The Belmont Hotel was a special place for many North Siders. Even those who didn’t stay or live there often attended special events in this establishment. Dozens of groups, including sororities, neighborhood organizations, Jewish groups, Masonic organizations, unions, and individuals hosted parties and other events there. In addition, North Siders frequently rented the Belmont Hotel’s ballroom and other spaces for wedding receptions, anniversary parties, and organizational meetings. Among the hundreds of special events held in the apartment hotel’s ballroom was the 1939 wedding of Esther Joan Solomon and Irv Kupcinet. (The groom would soon become one of Chicago’s most beloved newspaper columnists.)

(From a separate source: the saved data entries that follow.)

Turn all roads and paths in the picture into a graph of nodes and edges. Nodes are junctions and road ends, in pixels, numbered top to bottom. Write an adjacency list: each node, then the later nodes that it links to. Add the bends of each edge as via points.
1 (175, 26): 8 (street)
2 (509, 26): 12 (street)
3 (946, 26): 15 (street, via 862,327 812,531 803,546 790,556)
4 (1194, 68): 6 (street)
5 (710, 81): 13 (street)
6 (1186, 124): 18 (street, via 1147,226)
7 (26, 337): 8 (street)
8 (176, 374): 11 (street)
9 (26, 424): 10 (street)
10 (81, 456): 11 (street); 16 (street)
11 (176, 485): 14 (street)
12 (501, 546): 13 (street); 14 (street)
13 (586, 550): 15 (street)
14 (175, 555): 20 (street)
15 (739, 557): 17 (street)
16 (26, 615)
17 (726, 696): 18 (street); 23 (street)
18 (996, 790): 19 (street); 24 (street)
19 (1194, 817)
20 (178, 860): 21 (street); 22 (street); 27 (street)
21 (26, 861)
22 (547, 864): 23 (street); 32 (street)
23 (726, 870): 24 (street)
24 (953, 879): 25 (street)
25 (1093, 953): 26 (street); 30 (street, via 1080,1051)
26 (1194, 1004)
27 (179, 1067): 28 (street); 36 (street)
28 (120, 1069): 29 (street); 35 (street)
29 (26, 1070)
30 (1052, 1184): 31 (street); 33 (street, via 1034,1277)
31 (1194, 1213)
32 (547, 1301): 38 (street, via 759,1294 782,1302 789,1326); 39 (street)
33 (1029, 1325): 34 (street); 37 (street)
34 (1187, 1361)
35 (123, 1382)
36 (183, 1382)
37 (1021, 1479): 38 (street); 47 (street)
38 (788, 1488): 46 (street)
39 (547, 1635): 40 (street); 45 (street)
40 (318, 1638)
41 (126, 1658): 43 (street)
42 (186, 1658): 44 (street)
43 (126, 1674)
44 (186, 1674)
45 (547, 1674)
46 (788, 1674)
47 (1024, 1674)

Other grand apartment hotels opened on the South and West Sides of the city. The Windermere Hotel opened at 1644 E. 56th Street in 1924. It was the work of Rapp & Rapp— architects known for designing “palace theaters”—and this grand building offers much of the same allure. In fact, it has an elegant vestibule that emulates the elaborate ticket booths of Rapp & Rapp-designed theaters. Altogether, the facility (sometimes referred to as Windermere East) provided more than 600 suites including many with kitchens, kitchenettes, and their own dining rooms. The building fronts onto Jackson Park and is in close proximity to the south lakefront.
On the West Side, the Guyon Hotel opened a couple of blocks west of Garfield Park in 1928. Designed in a Moorish Revival style, it was produced by architect Jens J. Jensen (1891- 1969), a Danish immigrant who had trained under Chicago architect Francis M. Barton. (This Jens Jensen should not be confused with the famous landscape architect.) The largest apartment hotel on the West Side, the ten-story building contained one- to four-room furnished kitchenette apartments.

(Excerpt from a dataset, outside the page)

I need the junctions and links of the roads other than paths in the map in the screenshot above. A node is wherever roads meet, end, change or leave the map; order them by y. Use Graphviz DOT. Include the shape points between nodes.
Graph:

Louis Guyon, a wealthy entrepreneur, owned a thriving West Side dance club with a 4,000-person capacity and its own radio broadcasting facilities. Describing himself as a “foe of Jazz,” Guyon only allowed what he considered “wholesome” styles of music and dance at his club. Despite its reputation as Chicago’s most conservative dance hall, Guyon’s Paradise Ballroom, which opened in 1916, was quite popular. (Located at 128 N. Pulaski Street, the building was destroyed by fire in the 1970s.) Guyon built his sprawling polychromatic apartment hotel directly south of the ballroom. Every room of Guyon’s 169-unit establishment had its own radio plug and speakers so that guests could enjoy the music broadcasted from his own WGES station or from other stations.

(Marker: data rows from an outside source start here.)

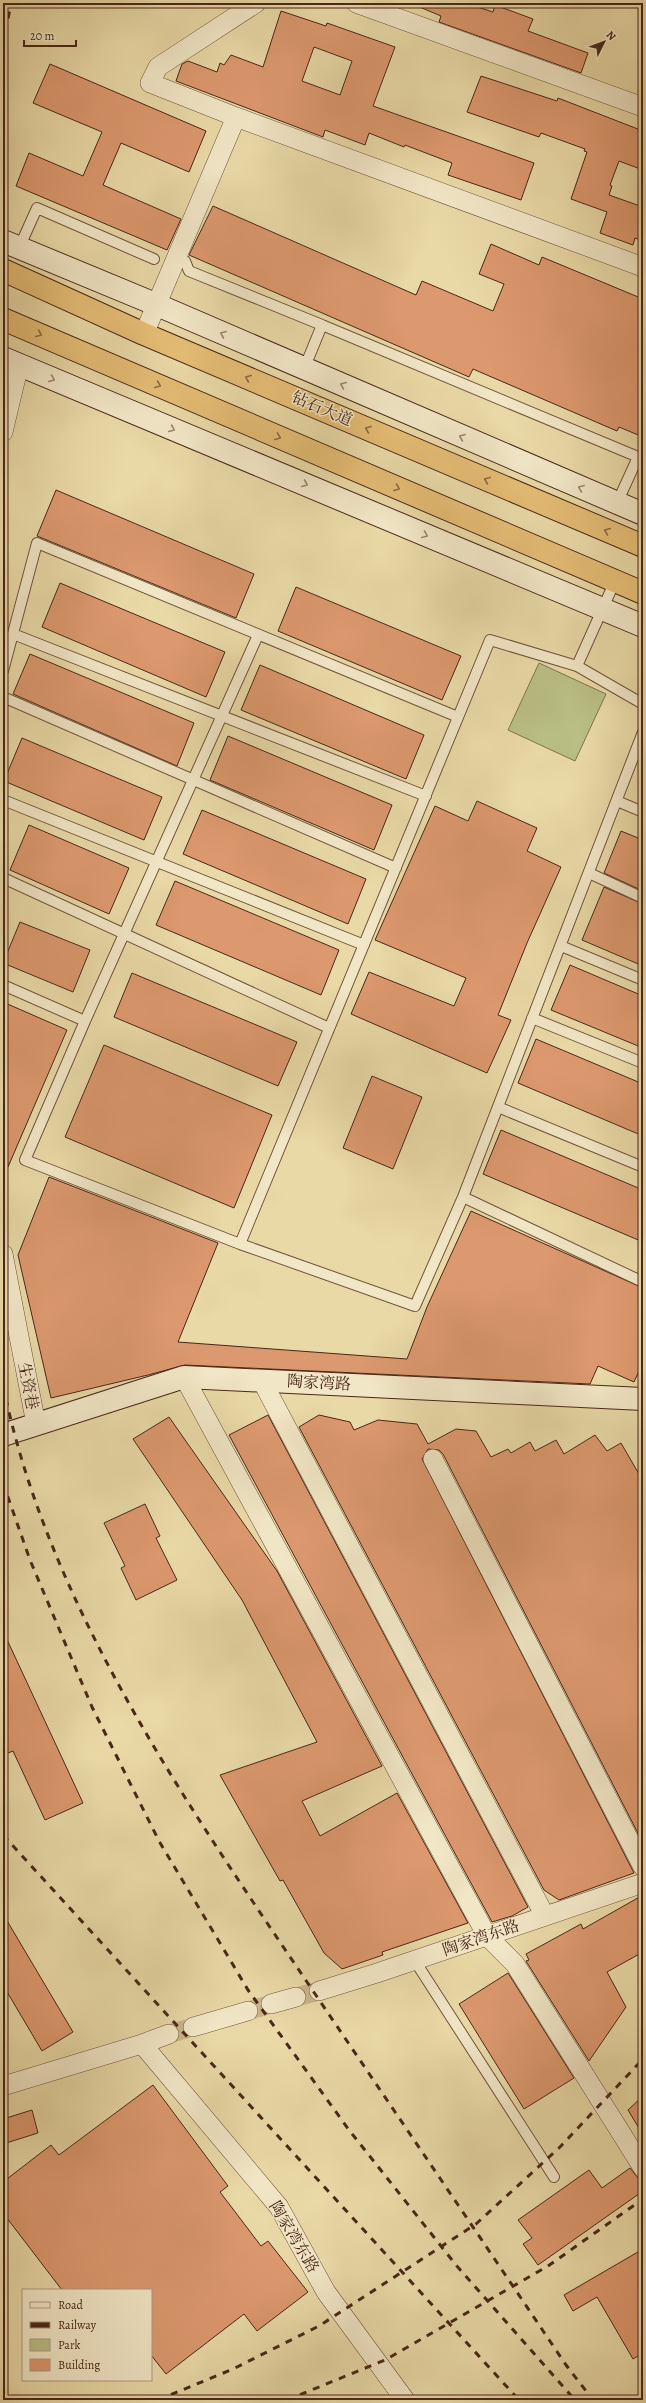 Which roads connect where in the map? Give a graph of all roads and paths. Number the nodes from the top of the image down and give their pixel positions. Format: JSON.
{"nodes":[{"id":1,"x":256,"y":3,"type":"edge"},
{"id":2,"x":356,"y":3,"type":"edge"},
{"id":3,"x":643,"y":107,"type":"edge"},
{"id":4,"x":236,"y":117,"type":"junction"},
{"id":5,"x":11,"y":245,"type":"edge"},
{"id":6,"x":154,"y":259,"type":"dead end"},
{"id":7,"x":185,"y":261,"type":"dead end"},
{"id":8,"x":643,"y":267,"type":"edge"},
{"id":9,"x":3,"y":270,"type":"edge"},
{"id":10,"x":155,"y":304,"type":"junction"},
{"id":11,"x":3,"y":319,"type":"edge"},
{"id":12,"x":322,"y":325,"type":"junction"},
{"id":13,"x":144,"y":334,"type":"junction"},
{"id":14,"x":11,"y":362,"type":"edge"},
{"id":15,"x":304,"y":368,"type":"junction"},
{"id":16,"x":3,"y":432,"type":"edge"},
{"id":17,"x":640,"y":458,"type":"edge"},
{"id":18,"x":617,"y":503,"type":"junction"},
{"id":19,"x":643,"y":514,"type":"edge"},
{"id":20,"x":643,"y":521,"type":"edge"},
{"id":21,"x":638,"y":544,"type":"edge"},
{"id":22,"x":615,"y":581,"type":"junction"},
{"id":23,"x":643,"y":593,"type":"edge"},
{"id":24,"x":603,"y":609,"type":"junction"},
{"id":25,"x":643,"y":626,"type":"edge"},
{"id":26,"x":13,"y":634,"type":"junction"},
{"id":27,"x":258,"y":635,"type":"junction"},
{"id":28,"x":577,"y":666,"type":"junction"},
{"id":29,"x":3,"y":671,"type":"edge"},
{"id":30,"x":3,"y":698,"type":"edge"},
{"id":31,"x":643,"y":704,"type":"edge"},
{"id":32,"x":222,"y":716,"type":"junction"},
{"id":33,"x":458,"y":717,"type":"junction"},
{"id":34,"x":643,"y":732,"type":"edge"},
{"id":35,"x":193,"y":780,"type":"junction"},
{"id":36,"x":426,"y":796,"type":"junction"},
{"id":37,"x":3,"y":800,"type":"edge"},
{"id":38,"x":617,"y":801,"type":"junction"},
{"id":39,"x":643,"y":812,"type":"edge"},
{"id":40,"x":156,"y":862,"type":"junction"},
{"id":41,"x":396,"y":868,"type":"junction"},
{"id":42,"x":589,"y":873,"type":"junction"},
{"id":43,"x":3,"y":878,"type":"edge"},
{"id":44,"x":643,"y":898,"type":"edge"},
{"id":45,"x":124,"y":934,"type":"junction"},
{"id":46,"x":364,"y":945,"type":"junction"},
{"id":47,"x":560,"y":946,"type":"junction"},
{"id":48,"x":643,"y":980,"type":"edge"},
{"id":49,"x":3,"y":985,"type":"edge"},
{"id":50,"x":532,"y":1018,"type":"junction"},
{"id":51,"x":85,"y":1021,"type":"junction"},
{"id":52,"x":329,"y":1028,"type":"junction"},
{"id":53,"x":643,"y":1063,"type":"edge"},
{"id":54,"x":498,"y":1107,"type":"junction"},
{"id":55,"x":643,"y":1167,"type":"edge"},
{"id":56,"x":463,"y":1198,"type":"junction"},
{"id":57,"x":240,"y":1244,"type":"junction"},
{"id":58,"x":3,"y":1254,"type":"edge"},
{"id":59,"x":643,"y":1282,"type":"edge"},
{"id":60,"x":184,"y":1377,"type":"junction"},
{"id":61,"x":262,"y":1380,"type":"junction"},
{"id":62,"x":643,"y":1399,"type":"edge"},
{"id":63,"x":36,"y":1424,"type":"junction"},
{"id":64,"x":3,"y":1435,"type":"edge"},
{"id":65,"x":433,"y":1459,"type":"dead end"},
{"id":66,"x":643,"y":1867,"type":"edge"},
{"id":67,"x":643,"y":1883,"type":"edge"},
{"id":68,"x":545,"y":1916,"type":"junction"},
{"id":69,"x":486,"y":1936,"type":"junction"},
{"id":70,"x":415,"y":1960,"type":"junction"},
{"id":71,"x":319,"y":1990,"type":"tunnel mouth"},
{"id":72,"x":296,"y":1997,"type":"tunnel mouth"},
{"id":73,"x":271,"y":2004,"type":"tunnel mouth"},
{"id":74,"x":248,"y":2011,"type":"tunnel mouth"},
{"id":75,"x":193,"y":2027,"type":"tunnel mouth"},
{"id":76,"x":169,"y":2034,"type":"tunnel mouth"},
{"id":77,"x":142,"y":2044,"type":"junction"},
{"id":78,"x":3,"y":2086,"type":"edge"},
{"id":79,"x":643,"y":2168,"type":"edge"},
{"id":80,"x":554,"y":2177,"type":"dead end"},
{"id":81,"x":405,"y":2400,"type":"edge"}],
"edges":[{"from":1,"to":4,"type":"street"},
{"from":2,"to":3,"type":"street"},
{"from":4,"to":8,"type":"street"},
{"from":4,"to":10,"type":"street"},
{"from":5,"to":6,"type":"lane"},
{"from":5,"to":10,"type":"street"},
{"from":7,"to":12,"type":"lane"},
{"from":9,"to":13,"type":"highway","name":"钻石大道"},
{"from":10,"to":13,"type":"street"},
{"from":15,"to":10,"type":"street","one_way":true},
{"from":11,"to":22,"type":"highway","one_way":true},
{"from":12,"to":15,"type":"lane"},
{"from":12,"to":17,"type":"lane"},
{"from":21,"to":13,"type":"highway","name":"钻石大道","one_way":true},
{"from":14,"to":16,"type":"street"},
{"from":14,"to":24,"type":"street","one_way":true},
{"from":18,"to":15,"type":"street","one_way":true},
{"from":17,"to":18,"type":"lane"},
{"from":18,"to":19,"type":"street"},
{"from":20,"to":21,"type":"street"},
{"from":22,"to":23,"type":"highway"},
{"from":22,"to":24,"type":"lane"},
{"from":24,"to":25,"type":"street"},
{"from":24,"to":28,"type":"lane"},
{"from":26,"to":27,"type":"lane"},
{"from":26,"to":29,"type":"lane"},
{"from":26,"to":32,"type":"lane"},
{"from":27,"to":32,"type":"lane"},
{"from":27,"to":33,"type":"lane"},
{"from":28,"to":31,"type":"lane"},
{"from":28,"to":33,"type":"lane"},
{"from":30,"to":35,"type":"lane"},
{"from":32,"to":35,"type":"lane"},
{"from":32,"to":36,"type":"lane"},
{"from":33,"to":36,"type":"lane"},
{"from":34,"to":38,"type":"lane"},
{"from":35,"to":40,"type":"lane"},
{"from":35,"to":41,"type":"lane"},
{"from":36,"to":41,"type":"lane"},
{"from":37,"to":40,"type":"lane"},
{"from":38,"to":39,"type":"lane"},
{"from":38,"to":42,"type":"lane"},
{"from":40,"to":45,"type":"lane"},
{"from":40,"to":46,"type":"lane"},
{"from":41,"to":46,"type":"lane"},
{"from":42,"to":44,"type":"lane"},
{"from":42,"to":47,"type":"lane"},
{"from":43,"to":45,"type":"lane"},
{"from":45,"to":51,"type":"lane"},
{"from":45,"to":52,"type":"lane"},
{"from":46,"to":52,"type":"lane"},
{"from":47,"to":48,"type":"lane"},
{"from":47,"to":50,"type":"lane"},
{"from":49,"to":51,"type":"lane"},
{"from":50,"to":53,"type":"lane"},
{"from":50,"to":54,"type":"lane"},
{"from":51,"to":57,"type":"lane"},
{"from":52,"to":57,"type":"lane"},
{"from":54,"to":55,"type":"lane"},
{"from":54,"to":56,"type":"lane"},
{"from":56,"to":57,"type":"lane"},
{"from":56,"to":59,"type":"lane"},
{"from":58,"to":63,"type":"street","name":"生资巷"},
{"from":60,"to":61,"type":"street","name":"陶家湾路"},
{"from":60,"to":63,"type":"street","name":"陶家湾路"},
{"from":60,"to":69,"type":"street"},
{"from":61,"to":62,"type":"street","name":"陶家湾路"},
{"from":61,"to":68,"type":"street"},
{"from":63,"to":64,"type":"street","name":"陶家湾路"},
{"from":65,"to":66,"type":"street"},
{"from":67,"to":68,"type":"street","name":"陶家湾东路"},
{"from":68,"to":69,"type":"street","name":"陶家湾东路"},
{"from":69,"to":70,"type":"street","name":"陶家湾东路"},
{"from":69,"to":79,"type":"street"},
{"from":70,"to":71,"type":"street","name":"陶家湾东路"},
{"from":70,"to":80,"type":"lane"},
{"from":72,"to":73,"type":"street"},
{"from":74,"to":75,"type":"street"},
{"from":76,"to":77,"type":"street"},
{"from":77,"to":78,"type":"street"},
{"from":77,"to":81,"type":"street","name":"陶家湾东路"}]}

The Guyon Hotel is listed on the National Register of Historic Places. Although there have been attempts to rehabilitate this remarkable Revival-style edifice, sadly, it sits vacant and is tremendously deteriorated today. Since it’s so close to Garfield Park, I remember driving by this building over the years and wondering about it. I had heard of the Guyon Hotel before, but until I did the research for this essay, I didn’t realize that this lovely, but decaying structure was the formerly glorious Guyon Hotel. It is wonderful that so many other historic apartment hotels are still serving as residences and such a pity to see this one falling into decay.